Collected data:

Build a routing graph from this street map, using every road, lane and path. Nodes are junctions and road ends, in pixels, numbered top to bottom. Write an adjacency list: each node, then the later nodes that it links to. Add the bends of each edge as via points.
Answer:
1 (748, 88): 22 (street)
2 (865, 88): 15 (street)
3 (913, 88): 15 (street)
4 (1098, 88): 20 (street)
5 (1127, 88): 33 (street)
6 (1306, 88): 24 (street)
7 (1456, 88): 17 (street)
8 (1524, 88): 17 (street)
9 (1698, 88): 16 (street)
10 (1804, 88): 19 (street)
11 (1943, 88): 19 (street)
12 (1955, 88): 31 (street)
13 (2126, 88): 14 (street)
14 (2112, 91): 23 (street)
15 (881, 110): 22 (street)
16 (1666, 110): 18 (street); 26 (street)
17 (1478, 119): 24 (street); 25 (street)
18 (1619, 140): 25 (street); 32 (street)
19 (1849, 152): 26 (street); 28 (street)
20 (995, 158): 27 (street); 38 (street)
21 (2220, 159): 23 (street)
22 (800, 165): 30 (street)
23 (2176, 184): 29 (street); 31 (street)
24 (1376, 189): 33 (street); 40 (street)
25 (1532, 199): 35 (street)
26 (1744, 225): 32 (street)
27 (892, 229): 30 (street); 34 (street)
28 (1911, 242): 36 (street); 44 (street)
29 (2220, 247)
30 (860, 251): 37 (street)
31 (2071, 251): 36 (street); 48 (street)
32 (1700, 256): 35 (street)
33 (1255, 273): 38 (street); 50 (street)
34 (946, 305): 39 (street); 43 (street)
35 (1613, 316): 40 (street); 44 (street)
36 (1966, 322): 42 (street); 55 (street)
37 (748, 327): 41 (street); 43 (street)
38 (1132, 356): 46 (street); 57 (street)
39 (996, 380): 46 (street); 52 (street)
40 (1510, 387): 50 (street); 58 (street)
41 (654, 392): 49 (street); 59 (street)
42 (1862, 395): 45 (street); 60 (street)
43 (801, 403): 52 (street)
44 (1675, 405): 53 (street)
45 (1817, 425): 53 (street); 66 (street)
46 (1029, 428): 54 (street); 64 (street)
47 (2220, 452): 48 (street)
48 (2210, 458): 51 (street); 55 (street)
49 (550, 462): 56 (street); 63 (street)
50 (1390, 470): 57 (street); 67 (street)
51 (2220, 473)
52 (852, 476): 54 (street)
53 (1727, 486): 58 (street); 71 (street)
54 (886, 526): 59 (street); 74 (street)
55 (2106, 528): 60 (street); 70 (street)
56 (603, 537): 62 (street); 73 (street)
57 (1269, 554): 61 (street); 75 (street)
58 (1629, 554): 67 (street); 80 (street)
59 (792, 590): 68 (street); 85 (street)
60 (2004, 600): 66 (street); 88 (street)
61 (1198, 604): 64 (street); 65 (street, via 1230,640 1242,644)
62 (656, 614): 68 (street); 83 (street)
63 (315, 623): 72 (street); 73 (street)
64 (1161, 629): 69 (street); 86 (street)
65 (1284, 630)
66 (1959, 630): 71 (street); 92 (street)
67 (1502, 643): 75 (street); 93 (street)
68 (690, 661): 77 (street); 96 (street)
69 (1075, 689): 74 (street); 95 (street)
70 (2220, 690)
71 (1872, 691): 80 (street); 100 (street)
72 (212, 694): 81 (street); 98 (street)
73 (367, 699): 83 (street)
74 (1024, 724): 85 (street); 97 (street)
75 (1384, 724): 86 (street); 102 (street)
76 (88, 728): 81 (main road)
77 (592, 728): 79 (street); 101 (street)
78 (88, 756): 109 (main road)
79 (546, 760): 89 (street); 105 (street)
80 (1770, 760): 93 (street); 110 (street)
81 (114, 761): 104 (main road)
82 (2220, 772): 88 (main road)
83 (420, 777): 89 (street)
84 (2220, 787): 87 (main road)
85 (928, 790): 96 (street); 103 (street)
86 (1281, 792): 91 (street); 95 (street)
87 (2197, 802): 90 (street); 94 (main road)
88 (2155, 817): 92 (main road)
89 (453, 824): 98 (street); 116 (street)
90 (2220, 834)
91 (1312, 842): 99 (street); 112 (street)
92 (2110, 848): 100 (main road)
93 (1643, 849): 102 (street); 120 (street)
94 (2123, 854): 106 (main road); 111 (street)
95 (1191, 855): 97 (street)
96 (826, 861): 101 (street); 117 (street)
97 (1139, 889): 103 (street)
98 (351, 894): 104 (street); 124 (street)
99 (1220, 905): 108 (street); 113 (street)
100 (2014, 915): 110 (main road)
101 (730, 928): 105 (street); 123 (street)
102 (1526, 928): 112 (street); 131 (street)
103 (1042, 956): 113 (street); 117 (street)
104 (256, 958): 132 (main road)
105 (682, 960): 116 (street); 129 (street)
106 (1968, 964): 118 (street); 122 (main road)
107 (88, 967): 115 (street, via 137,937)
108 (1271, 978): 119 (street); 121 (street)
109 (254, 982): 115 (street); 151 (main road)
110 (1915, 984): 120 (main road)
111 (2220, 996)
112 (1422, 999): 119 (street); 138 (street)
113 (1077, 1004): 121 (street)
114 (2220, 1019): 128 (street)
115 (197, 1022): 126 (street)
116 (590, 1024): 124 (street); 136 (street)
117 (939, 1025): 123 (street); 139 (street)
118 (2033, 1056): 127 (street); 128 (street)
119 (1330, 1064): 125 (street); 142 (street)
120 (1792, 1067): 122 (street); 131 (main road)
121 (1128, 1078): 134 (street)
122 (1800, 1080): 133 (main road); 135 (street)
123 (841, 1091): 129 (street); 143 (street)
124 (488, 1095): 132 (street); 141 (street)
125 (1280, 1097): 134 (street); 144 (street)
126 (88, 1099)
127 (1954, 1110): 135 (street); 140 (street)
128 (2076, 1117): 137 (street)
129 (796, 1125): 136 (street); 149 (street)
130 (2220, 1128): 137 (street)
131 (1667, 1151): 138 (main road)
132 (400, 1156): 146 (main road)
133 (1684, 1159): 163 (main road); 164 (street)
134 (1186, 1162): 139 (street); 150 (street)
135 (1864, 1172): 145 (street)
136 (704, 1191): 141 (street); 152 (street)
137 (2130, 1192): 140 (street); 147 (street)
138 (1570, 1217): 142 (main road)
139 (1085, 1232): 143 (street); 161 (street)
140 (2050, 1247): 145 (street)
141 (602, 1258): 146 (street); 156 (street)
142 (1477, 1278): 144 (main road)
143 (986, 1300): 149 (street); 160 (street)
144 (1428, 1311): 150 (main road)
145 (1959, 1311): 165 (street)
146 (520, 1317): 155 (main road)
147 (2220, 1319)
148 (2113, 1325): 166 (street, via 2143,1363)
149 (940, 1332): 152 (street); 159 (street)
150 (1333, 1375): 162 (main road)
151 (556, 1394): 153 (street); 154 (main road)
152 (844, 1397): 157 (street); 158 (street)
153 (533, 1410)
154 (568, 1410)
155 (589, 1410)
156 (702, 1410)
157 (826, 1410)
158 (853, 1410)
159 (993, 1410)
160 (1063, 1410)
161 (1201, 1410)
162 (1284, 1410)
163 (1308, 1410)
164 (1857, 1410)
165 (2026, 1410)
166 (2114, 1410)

_YOUR ASSIGNMENT_: Each entry above should be restated exactly as supplied.

_SOLUTION TO THIS TASK_:
Build a routing graph from this street map, using every road, lane and path. Nodes are junctions and road ends, in pixels, numbered top to bottom. Write an adjacency list: each node, then the later nodes that it links to. Add the bends of each edge as via points.
Answer:
1 (748, 88): 22 (street)
2 (865, 88): 15 (street)
3 (913, 88): 15 (street)
4 (1098, 88): 20 (street)
5 (1127, 88): 33 (street)
6 (1306, 88): 24 (street)
7 (1456, 88): 17 (street)
8 (1524, 88): 17 (street)
9 (1698, 88): 16 (street)
10 (1804, 88): 19 (street)
11 (1943, 88): 19 (street)
12 (1955, 88): 31 (street)
13 (2126, 88): 14 (street)
14 (2112, 91): 23 (street)
15 (881, 110): 22 (street)
16 (1666, 110): 18 (street); 26 (street)
17 (1478, 119): 24 (street); 25 (street)
18 (1619, 140): 25 (street); 32 (street)
19 (1849, 152): 26 (street); 28 (street)
20 (995, 158): 27 (street); 38 (street)
21 (2220, 159): 23 (street)
22 (800, 165): 30 (street)
23 (2176, 184): 29 (street); 31 (street)
24 (1376, 189): 33 (street); 40 (street)
25 (1532, 199): 35 (street)
26 (1744, 225): 32 (street)
27 (892, 229): 30 (street); 34 (street)
28 (1911, 242): 36 (street); 44 (street)
29 (2220, 247)
30 (860, 251): 37 (street)
31 (2071, 251): 36 (street); 48 (street)
32 (1700, 256): 35 (street)
33 (1255, 273): 38 (street); 50 (street)
34 (946, 305): 39 (street); 43 (street)
35 (1613, 316): 40 (street); 44 (street)
36 (1966, 322): 42 (street); 55 (street)
37 (748, 327): 41 (street); 43 (street)
38 (1132, 356): 46 (street); 57 (street)
39 (996, 380): 46 (street); 52 (street)
40 (1510, 387): 50 (street); 58 (street)
41 (654, 392): 49 (street); 59 (street)
42 (1862, 395): 45 (street); 60 (street)
43 (801, 403): 52 (street)
44 (1675, 405): 53 (street)
45 (1817, 425): 53 (street); 66 (street)
46 (1029, 428): 54 (street); 64 (street)
47 (2220, 452): 48 (street)
48 (2210, 458): 51 (street); 55 (street)
49 (550, 462): 56 (street); 63 (street)
50 (1390, 470): 57 (street); 67 (street)
51 (2220, 473)
52 (852, 476): 54 (street)
53 (1727, 486): 58 (street); 71 (street)
54 (886, 526): 59 (street); 74 (street)
55 (2106, 528): 60 (street); 70 (street)
56 (603, 537): 62 (street); 73 (street)
57 (1269, 554): 61 (street); 75 (street)
58 (1629, 554): 67 (street); 80 (street)
59 (792, 590): 68 (street); 85 (street)
60 (2004, 600): 66 (street); 88 (street)
61 (1198, 604): 64 (street); 65 (street, via 1230,640 1242,644)
62 (656, 614): 68 (street); 83 (street)
63 (315, 623): 72 (street); 73 (street)
64 (1161, 629): 69 (street); 86 (street)
65 (1284, 630)
66 (1959, 630): 71 (street); 92 (street)
67 (1502, 643): 75 (street); 93 (street)
68 (690, 661): 77 (street); 96 (street)
69 (1075, 689): 74 (street); 95 (street)
70 (2220, 690)
71 (1872, 691): 80 (street); 100 (street)
72 (212, 694): 81 (street); 98 (street)
73 (367, 699): 83 (street)
74 (1024, 724): 85 (street); 97 (street)
75 (1384, 724): 86 (street); 102 (street)
76 (88, 728): 81 (main road)
77 (592, 728): 79 (street); 101 (street)
78 (88, 756): 109 (main road)
79 (546, 760): 89 (street); 105 (street)
80 (1770, 760): 93 (street); 110 (street)
81 (114, 761): 104 (main road)
82 (2220, 772): 88 (main road)
83 (420, 777): 89 (street)
84 (2220, 787): 87 (main road)
85 (928, 790): 96 (street); 103 (street)
86 (1281, 792): 91 (street); 95 (street)
87 (2197, 802): 90 (street); 94 (main road)
88 (2155, 817): 92 (main road)
89 (453, 824): 98 (street); 116 (street)
90 (2220, 834)
91 (1312, 842): 99 (street); 112 (street)
92 (2110, 848): 100 (main road)
93 (1643, 849): 102 (street); 120 (street)
94 (2123, 854): 106 (main road); 111 (street)
95 (1191, 855): 97 (street)
96 (826, 861): 101 (street); 117 (street)
97 (1139, 889): 103 (street)
98 (351, 894): 104 (street); 124 (street)
99 (1220, 905): 108 (street); 113 (street)
100 (2014, 915): 110 (main road)
101 (730, 928): 105 (street); 123 (street)
102 (1526, 928): 112 (street); 131 (street)
103 (1042, 956): 113 (street); 117 (street)
104 (256, 958): 132 (main road)
105 (682, 960): 116 (street); 129 (street)
106 (1968, 964): 118 (street); 122 (main road)
107 (88, 967): 115 (street, via 137,937)
108 (1271, 978): 119 (street); 121 (street)
109 (254, 982): 115 (street); 151 (main road)
110 (1915, 984): 120 (main road)
111 (2220, 996)
112 (1422, 999): 119 (street); 138 (street)
113 (1077, 1004): 121 (street)
114 (2220, 1019): 128 (street)
115 (197, 1022): 126 (street)
116 (590, 1024): 124 (street); 136 (street)
117 (939, 1025): 123 (street); 139 (street)
118 (2033, 1056): 127 (street); 128 (street)
119 (1330, 1064): 125 (street); 142 (street)
120 (1792, 1067): 122 (street); 131 (main road)
121 (1128, 1078): 134 (street)
122 (1800, 1080): 133 (main road); 135 (street)
123 (841, 1091): 129 (street); 143 (street)
124 (488, 1095): 132 (street); 141 (street)
125 (1280, 1097): 134 (street); 144 (street)
126 (88, 1099)
127 (1954, 1110): 135 (street); 140 (street)
128 (2076, 1117): 137 (street)
129 (796, 1125): 136 (street); 149 (street)
130 (2220, 1128): 137 (street)
131 (1667, 1151): 138 (main road)
132 (400, 1156): 146 (main road)
133 (1684, 1159): 163 (main road); 164 (street)
134 (1186, 1162): 139 (street); 150 (street)
135 (1864, 1172): 145 (street)
136 (704, 1191): 141 (street); 152 (street)
137 (2130, 1192): 140 (street); 147 (street)
138 (1570, 1217): 142 (main road)
139 (1085, 1232): 143 (street); 161 (street)
140 (2050, 1247): 145 (street)
141 (602, 1258): 146 (street); 156 (street)
142 (1477, 1278): 144 (main road)
143 (986, 1300): 149 (street); 160 (street)
144 (1428, 1311): 150 (main road)
145 (1959, 1311): 165 (street)
146 (520, 1317): 155 (main road)
147 (2220, 1319)
148 (2113, 1325): 166 (street, via 2143,1363)
149 (940, 1332): 152 (street); 159 (street)
150 (1333, 1375): 162 (main road)
151 (556, 1394): 153 (street); 154 (main road)
152 (844, 1397): 157 (street); 158 (street)
153 (533, 1410)
154 (568, 1410)
155 (589, 1410)
156 (702, 1410)
157 (826, 1410)
158 (853, 1410)
159 (993, 1410)
160 (1063, 1410)
161 (1201, 1410)
162 (1284, 1410)
163 (1308, 1410)
164 (1857, 1410)
165 (2026, 1410)
166 (2114, 1410)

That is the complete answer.